The question is whether this 7 day cycle is suitable for advanced athletes who train very frequently and endure very considerable workloads. Could it be that the 7-day cycle does not allow for sufficient recovery between heaviest sessions? On the other hand, could it be that an advanced athlete can train ‘heavy’ more frequently than every 7 days?
In truth, no-one really knows the answer to these questions and it is probable that there are many factors that ensure that the optimal microcycle differs from one individual to the next, for example the definition of ‘heavy’, the training workload across the week and the athlete’s personal circumstances are some of the factors.
But here is a different approach to the usual 7-day cycle. This method utilises a 21 day (3 week) cycle consisting of two micro-cycles: 1st micro-cycle – 10 days. 2nd micro-cycle – 11 days. The stars indicate the relative level of intensity.
The above illustration indicates that in the 3 week cycle there are two sessions at 90% and two sessions at 95% (or more). These heaviest sessions are high in intensity and low in volume. It’s really problematic to use percentages as it creates all sorts of expectations and problems with athletes but nevertheless percentages are a necessary evil. These 4 heavy sessions in the 3 week period should not just be seen as pushing for maximum singles on Snatch or Clean & Jerk. Further away from the competition, these heavy days can be used to push for high results on any variation of the Olympic Lifts e.g. snatch from knee, power snatch, power clean & jerk, front squat, back squat, etc. Furthermore, it does not have to be all about singles either. The intention is simply to aim for high intensity using lower reps.
Immediately following heavy sessions are two very light sessions (65%) for recovery and there are a further three light sessions at 70%. All of these light sessions are incredibly important. There are also 3 days off in this scheme of things (6 days per week training) and this also aids in recovery.

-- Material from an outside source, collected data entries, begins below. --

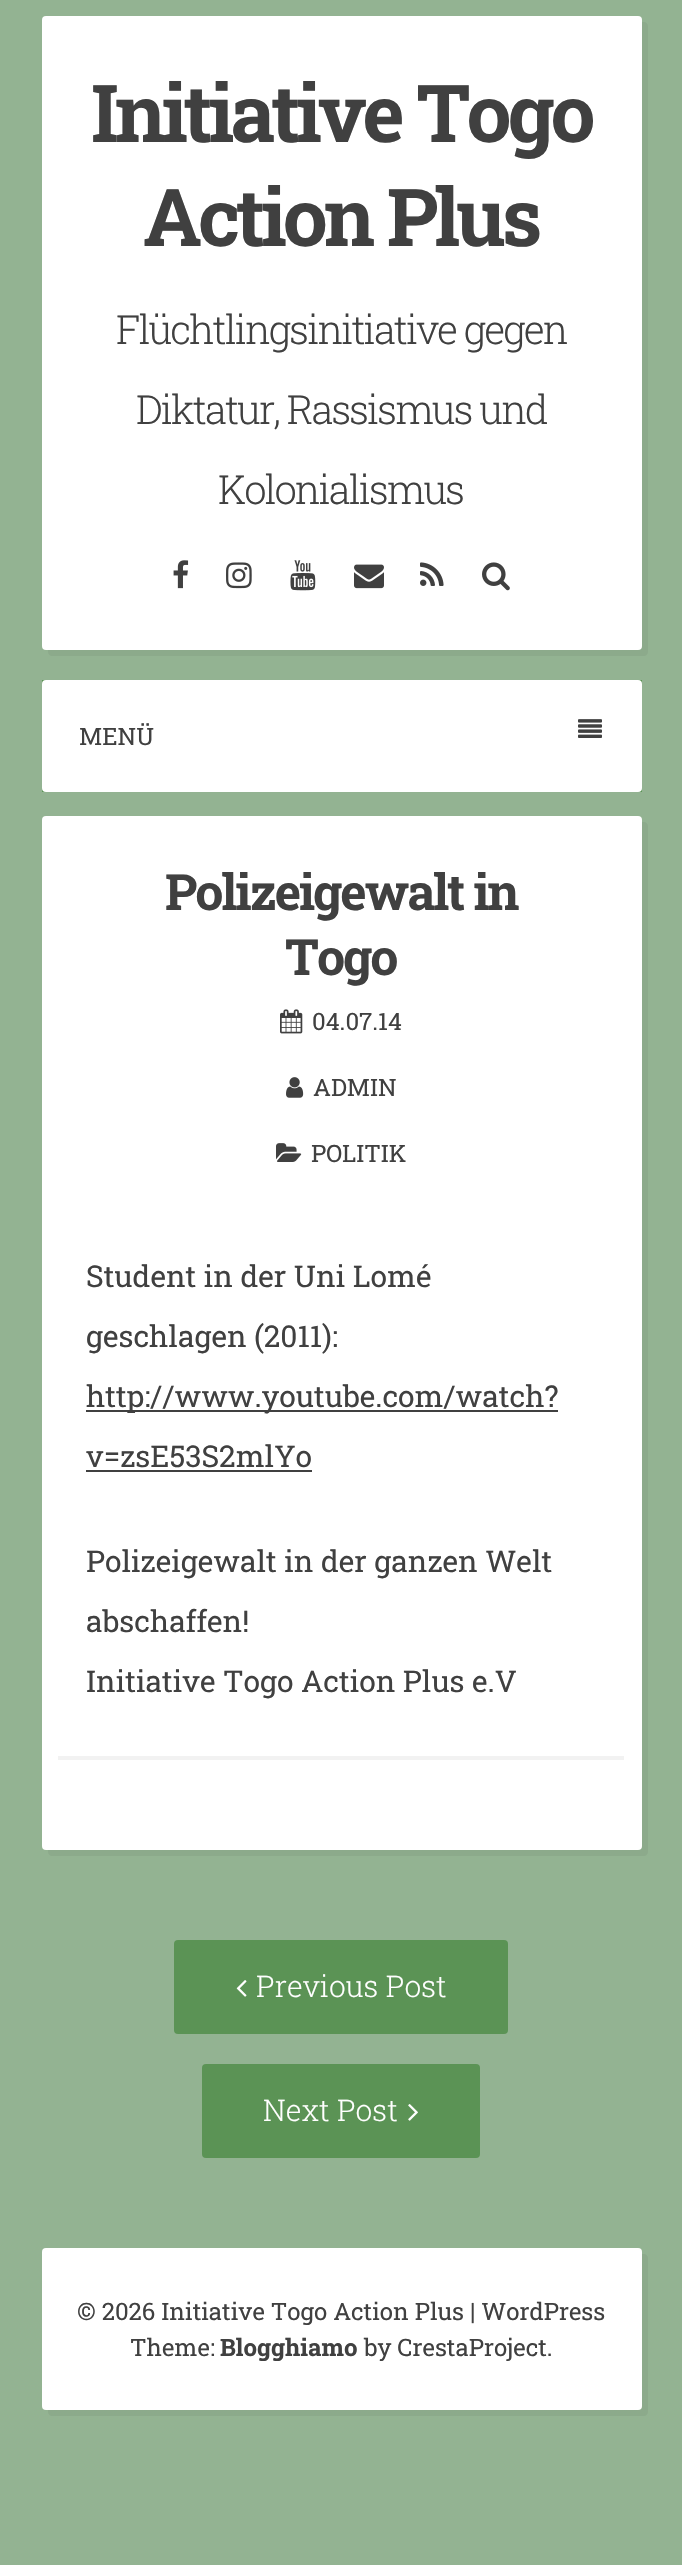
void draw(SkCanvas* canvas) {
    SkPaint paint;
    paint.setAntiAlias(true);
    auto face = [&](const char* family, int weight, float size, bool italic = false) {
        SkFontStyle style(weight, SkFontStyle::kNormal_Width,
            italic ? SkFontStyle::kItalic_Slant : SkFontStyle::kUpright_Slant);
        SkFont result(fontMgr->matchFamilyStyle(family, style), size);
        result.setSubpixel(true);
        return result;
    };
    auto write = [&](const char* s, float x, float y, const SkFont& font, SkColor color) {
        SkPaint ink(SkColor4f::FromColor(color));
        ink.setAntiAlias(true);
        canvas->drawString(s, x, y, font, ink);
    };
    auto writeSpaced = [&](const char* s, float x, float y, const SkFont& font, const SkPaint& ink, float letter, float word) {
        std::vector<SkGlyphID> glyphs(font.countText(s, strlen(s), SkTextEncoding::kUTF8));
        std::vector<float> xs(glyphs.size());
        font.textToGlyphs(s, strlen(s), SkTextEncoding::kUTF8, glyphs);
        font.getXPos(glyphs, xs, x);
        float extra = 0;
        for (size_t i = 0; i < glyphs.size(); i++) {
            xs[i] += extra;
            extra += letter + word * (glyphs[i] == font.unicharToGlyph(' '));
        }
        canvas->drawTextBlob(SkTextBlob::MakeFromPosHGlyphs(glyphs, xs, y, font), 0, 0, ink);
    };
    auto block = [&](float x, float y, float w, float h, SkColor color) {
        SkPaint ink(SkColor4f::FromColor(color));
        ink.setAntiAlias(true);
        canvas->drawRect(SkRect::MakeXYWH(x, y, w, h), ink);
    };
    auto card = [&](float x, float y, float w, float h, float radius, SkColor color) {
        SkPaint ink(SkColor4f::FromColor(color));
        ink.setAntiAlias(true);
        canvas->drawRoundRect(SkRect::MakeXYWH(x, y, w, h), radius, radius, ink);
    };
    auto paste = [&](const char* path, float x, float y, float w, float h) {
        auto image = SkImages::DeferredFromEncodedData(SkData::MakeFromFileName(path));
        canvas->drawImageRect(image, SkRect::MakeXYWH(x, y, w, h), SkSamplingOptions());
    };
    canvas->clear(SkColorSetRGB(147, 179, 146));
    paint.setColor(SkColorSetRGB(140, 170, 139));
    canvas->drawPath(SkPathBuilder().moveTo(48, 650).lineTo(48, 652).cubicTo(48, 654, 50, 656, 52, 656).lineTo(644, 656).cubicTo(646, 656, 648, 654, 648, 652).lineTo(648, 26).cubicTo(648, 24, 646, 22, 644, 22).lineTo(642, 22).lineTo(642, 646).cubicTo(642, 648, 640, 650, 638, 650).close().detach(), paint);
    card(42, 16, 600, 634, 4, SK_ColorWHITE);
    auto kFont1 = face("Roboto Slab", 700, 80);
    paint.setColor(SkColorSetRGB(64, 64, 64));
    writeSpaced("Initiative Togo", 91, 142, kFont1, paint, -4, 0);
    writeSpaced("Action Plus", 143, 246, kFont1, paint, -4, 0);
    auto kFont2 = face("Roboto Slab", 300, 40);
    writeSpaced("Flüchtlingsinitiative gegen", 116, 344, kFont2, paint, -2, 0);
    writeSpaced("Diktatur, Rassismus und", 136, 424, kFont2, paint, -2, 0);
    writeSpaced("Kolonialismus", 218, 504, kFont2, paint, -2, 0);
    paste("pic1.png", 173, 560, 16, 29);
    paste("pic2.png", 226, 562, 26, 27);
    paste("pic3.png", 290, 560, 26, 31);
    paste("pic4.png", 354, 564, 30, 25);
    paste("pic5.png", 420, 562, 24, 24);
    paste("pic6.png", 482, 562, 28, 29);
    block(42, 680, 600, 112, SkColorSetRGB(91, 147, 85));
    card(42, 680, 600, 112, 4, SK_ColorWHITE);
    auto kFont3 = face("Roboto Slab", 400, 24);
    write("MENÜ", 79, 745, kFont3, SkColorSetRGB(64, 64, 64));
    paste("pic7.png", 578, 719, 24, 19);
    paint.setColor(SkColorSetRGB(140, 170, 139));
    canvas->drawPath(SkPathBuilder().moveTo(48, 1850).lineTo(48, 1852).cubicTo(48, 1854, 50, 1856, 52, 1856).lineTo(644, 1856).cubicTo(646, 1856, 648, 1854, 648, 1852).lineTo(648, 826).cubicTo(648, 824, 646, 822, 644, 822).lineTo(642, 822).lineTo(642, 1846).cubicTo(642, 1848, 640, 1850, 638, 1850).close().detach(), paint);
    card(42, 816, 600, 1034, 4, SK_ColorWHITE);
    auto kFont4 = face("Roboto Slab", 700, 50);
    paint.setColor(SkColorSetRGB(64, 64, 64));
    writeSpaced("Polizeigewalt in", 165, 910, kFont4, paint, -2, 0);
    writeSpaced("Togo", 285, 975, kFont4, paint, -2, 0);
    paste("pic8.png", 280, 1009, 23, 25);
    write("04.07.14", 312, 1030, kFont3, SkColorSetRGB(64, 64, 64));
    paste("pic9.png", 286, 1077, 18, 21);
    write("ADMIN", 313, 1096, kFont3, SkColorSetRGB(64, 64, 64));
    paste("pic10.png", 276, 1143, 26, 19);
    write("POLITIK", 311, 1162, kFont3, SkColorSetRGB(64, 64, 64));
    block(58, 1756, 566, 4, SkColorSetRGB(242, 242, 242));
    auto kFont5 = face("Roboto Slab", 400, 30);
    write("Student in der Uni Lomé", 86, 1287, kFont5, SkColorSetRGB(64, 64, 64));
    write("geschlagen (2011):", 86, 1347, kFont5, SkColorSetRGB(64, 64, 64));
    block(86, 1410, 472, 2, SkColorSetRGB(64, 64, 64));
    write("http://www.youtube.com/watch?", 86, 1407, kFont5, SkColorSetRGB(64, 64, 64));
    write("v=zsE53S2mlYo", 86, 1467, kFont5, SkColorSetRGB(64, 64, 64));
    block(86, 1470, 226, 2, SkColorSetRGB(64, 64, 64));
    write("Polizeigewalt in der ganzen Welt", 86, 1572, kFont5, SkColorSetRGB(64, 64, 64));
    write("abschaffen!", 86, 1632, kFont5, SkColorSetRGB(64, 64, 64));
    write("Initiative Togo Action Plus e.V", 86, 1692, kFont5, SkColorSetRGB(64, 64, 64));
    card(174, 1940, 334, 94, 4, SkColorSetRGB(91, 147, 85));
    paste("pic11.png", 236, 1980, 11, 17);
    auto kFont6 = face("Roboto Slab", 300, 30);
    write("Previous Post", 256, 1997, kFont6, SK_ColorWHITE);
    card(202, 2064, 278, 94, 4, SkColorSetRGB(91, 147, 85));
    write("Next Post", 263, 2121, kFont6, SK_ColorWHITE);
    paste("pic12.png", 408, 2104, 10, 17);
    paint.setColor(SkColorSetRGB(140, 170, 139));
    canvas->drawPath(SkPathBuilder().moveTo(48, 2410).lineTo(48, 2412).cubicTo(48, 2414, 50, 2416, 52, 2416).lineTo(644, 2416).cubicTo(646, 2416, 648, 2414, 648, 2412).lineTo(648, 2258).cubicTo(648, 2256, 646, 2254, 644, 2254).lineTo(642, 2254).lineTo(642, 2406).cubicTo(642, 2408, 640, 2410, 638, 2410).close().detach(), paint);
    card(42, 2248, 600, 162, 4, SK_ColorWHITE);
    write("© 2026 Initiative Togo Action Plus | WordPress", 77, 2320, kFont3, SkColorSetRGB(64, 64, 64));
    write("Theme:", 130, 2356, kFont3, SkColorSetRGB(64, 64, 64));
    auto kFont7 = face("Roboto Slab", 700, 24);
    write("Blogghiamo", 220, 2356, kFont7, SkColorSetRGB(64, 64, 64));
    write("by CrestaProject.", 364, 2356, kFont3, SkColorSetRGB(64, 64, 64));
}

There are also 9 training sessions between 75-85% intensity (medium intensity). This is where the bulk of the training occurs for strength, speed and technique and it is in these sessions that the greatest volume occurs in the cycle.
In a 12-13 week build-up to a competition, the 3 week (21 day) cycle outlined above allows the athlete to complete 4 cycles each and each cycle can have a slightly different stimulus. The first 2 cycles can have more emphasis on strength and power lifts, while the last 2 cycles can have more emphasis on full movements and pushing every 10 days for very high performance.